His gaze drifted over her with a sly knowledge that felt like a violation. Her hair needed to be brushed and bound. She had not bothered to refasten the buttons at her nape. She was relieved that he did not remark on her unkempt appearance.
“The duke is ill, isn’t he?” he asked, his voice mildly taunting.
“What makes you think that?”
“I saw a physician leave the house.”
“The children often beg treats from the kitchen and suffer for it.”
“The children were playing in the summerhouse in the dark. Without their governess.”
“Leave this room right now, Oliver.” She couldn’t control the quiver of panic in her voice. “If the duke discovers you here, he’ll kill you and I don’t think anyone would blame him.”
He looked down at her bare feet. “Why would the duke come to your room this late at night?”
“That is not your affair. Nor did I say he would. The issue is that you are here, a trespasser and intruder.”
He gripped her by her upper arms. “I want to marry you. Don’t you feel anything for me at all?”

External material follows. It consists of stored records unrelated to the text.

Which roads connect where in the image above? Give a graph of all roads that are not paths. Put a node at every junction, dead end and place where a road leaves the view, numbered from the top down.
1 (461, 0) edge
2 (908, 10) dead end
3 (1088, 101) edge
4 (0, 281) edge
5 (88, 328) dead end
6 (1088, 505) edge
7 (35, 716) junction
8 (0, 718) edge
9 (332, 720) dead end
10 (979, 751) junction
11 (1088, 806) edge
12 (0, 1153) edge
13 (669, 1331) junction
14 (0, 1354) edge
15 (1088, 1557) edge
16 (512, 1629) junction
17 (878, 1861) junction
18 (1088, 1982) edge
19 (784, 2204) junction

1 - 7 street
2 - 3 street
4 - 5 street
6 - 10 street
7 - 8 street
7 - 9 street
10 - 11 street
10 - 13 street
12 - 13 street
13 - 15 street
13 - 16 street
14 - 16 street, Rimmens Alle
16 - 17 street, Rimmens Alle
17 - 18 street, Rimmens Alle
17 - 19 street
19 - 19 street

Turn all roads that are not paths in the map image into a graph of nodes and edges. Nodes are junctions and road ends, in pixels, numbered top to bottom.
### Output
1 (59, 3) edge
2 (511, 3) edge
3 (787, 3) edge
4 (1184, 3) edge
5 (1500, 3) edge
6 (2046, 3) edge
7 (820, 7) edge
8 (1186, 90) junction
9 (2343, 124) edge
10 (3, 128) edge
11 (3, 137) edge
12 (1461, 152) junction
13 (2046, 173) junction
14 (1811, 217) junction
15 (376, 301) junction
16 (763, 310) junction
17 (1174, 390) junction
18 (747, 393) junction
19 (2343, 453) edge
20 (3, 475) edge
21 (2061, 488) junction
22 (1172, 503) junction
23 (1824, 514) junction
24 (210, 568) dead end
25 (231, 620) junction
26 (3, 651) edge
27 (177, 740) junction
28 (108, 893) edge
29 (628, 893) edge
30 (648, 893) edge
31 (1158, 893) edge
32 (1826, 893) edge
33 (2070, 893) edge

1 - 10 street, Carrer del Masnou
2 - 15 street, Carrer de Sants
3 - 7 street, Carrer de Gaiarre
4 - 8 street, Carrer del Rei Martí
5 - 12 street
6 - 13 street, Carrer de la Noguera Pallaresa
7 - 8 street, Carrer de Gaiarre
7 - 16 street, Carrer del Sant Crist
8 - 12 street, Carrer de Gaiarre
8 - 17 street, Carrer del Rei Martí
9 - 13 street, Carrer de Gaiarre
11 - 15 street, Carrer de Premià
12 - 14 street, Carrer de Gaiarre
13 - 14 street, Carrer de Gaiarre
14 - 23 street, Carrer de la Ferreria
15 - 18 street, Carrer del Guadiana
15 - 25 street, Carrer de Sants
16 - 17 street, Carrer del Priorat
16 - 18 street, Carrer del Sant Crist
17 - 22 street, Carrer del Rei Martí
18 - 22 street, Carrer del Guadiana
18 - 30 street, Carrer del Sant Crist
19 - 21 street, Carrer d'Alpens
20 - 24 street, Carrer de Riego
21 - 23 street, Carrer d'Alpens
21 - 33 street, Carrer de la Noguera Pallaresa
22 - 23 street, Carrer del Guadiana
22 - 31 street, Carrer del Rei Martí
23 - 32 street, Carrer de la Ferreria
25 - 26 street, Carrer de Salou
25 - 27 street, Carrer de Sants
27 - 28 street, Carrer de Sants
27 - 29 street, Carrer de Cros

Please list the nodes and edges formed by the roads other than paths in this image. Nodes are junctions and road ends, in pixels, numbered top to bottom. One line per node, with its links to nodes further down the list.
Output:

“At this moment exasperation is the kindest emotion I can muster. Let me go.”
“Let me kiss you. Or at least arrange to meet me tomorrow.”
“What if someone sees you here? He won’t tolerate an insult, Oliver. You’re the most stupidly impulsive man I have ever met.”
He laughed. “I was half-mad before I met you. When are you coming back to Fenwick?”
“Aren’t you listening to me? No, you are not. I might as well be talking to the wall. Fenwick will belong to a stranger before long if my sisters and I can’t scrape together enough money to pay its upkeep. You aren’t plump in the purse, and we don’t know each other.”
He lowered his head to hers. “We could save Fenwick together. I know you won’t believe me, but in the short time I’ve been living there, I have fallen under its spell.”
“You’ve been living there?”
“If you had read my letters, you would have already known.”
“What letters?” she asked in bewilderment.
“Ah. That’s what I thought. The duke has intercepted your correspondences. The devil.”
The devil, indeed. Ivy wasn’t at all surprised. James had made no secret of his possessive streak. “How can you be living at Fenwick? Who gave you permission? It needs to be put to a vote.”
“It was. Lilac voted yea, and Rosemary nay.”
“Well, I wasn’t asked.”
“You were. You didn’t reply. Nor did Rue. Quigley was the deciding vote, and a hard one to win. The lease on my London lodgings ran out at the end of the month, and I have moved into your gatehouse.”
Ivy shook her head, stunned by her sister’s betrayal. “Why would Lilac agree to this? I don’t believe you.”
“She agreed because Rosemary almost killed me. Yes, it’s true. She pushed me into a hidden passageway and left me there to rot. If Lilac hadn’t rescued me, I would be dead.”
Ivy felt as if she were frozen in the moment. Part of her wanted to be back in James’s arms. Another part wished she could return to Fenwick with its secrets and her sisters and no problem more complicated than surviving another tomorrow. The familiar, no matter how painful, called for her to return. But the duke needed her, and where or why Oliver stood in the middle of this muddle, she hadn’t the patience to discern.
“I’ll come to Fenwick as soon as I can.” And she would not take Oliver’s word on anything until she had talked to Lilac and Rosemary for herself. “Now escape this house before either the duke or I kill you, Oliver. This is a provocation that no gentleman would excuse.”
He released her. His mouth quirked in a triumphant smile that tempted her to slap his face. “Just kiss me once.”
A cry rent the silence. A hinge creaked. Ivy turned instinctively, half-expecting to discover a naked duke standing in the door. Oliver, for all his high-flown nonsense, had retreated back into the dark. But it was not the duke who darted into the room and flung her arms around Ivy’s waist. The diminutive intruder was Mary, loud sobs shaking her body.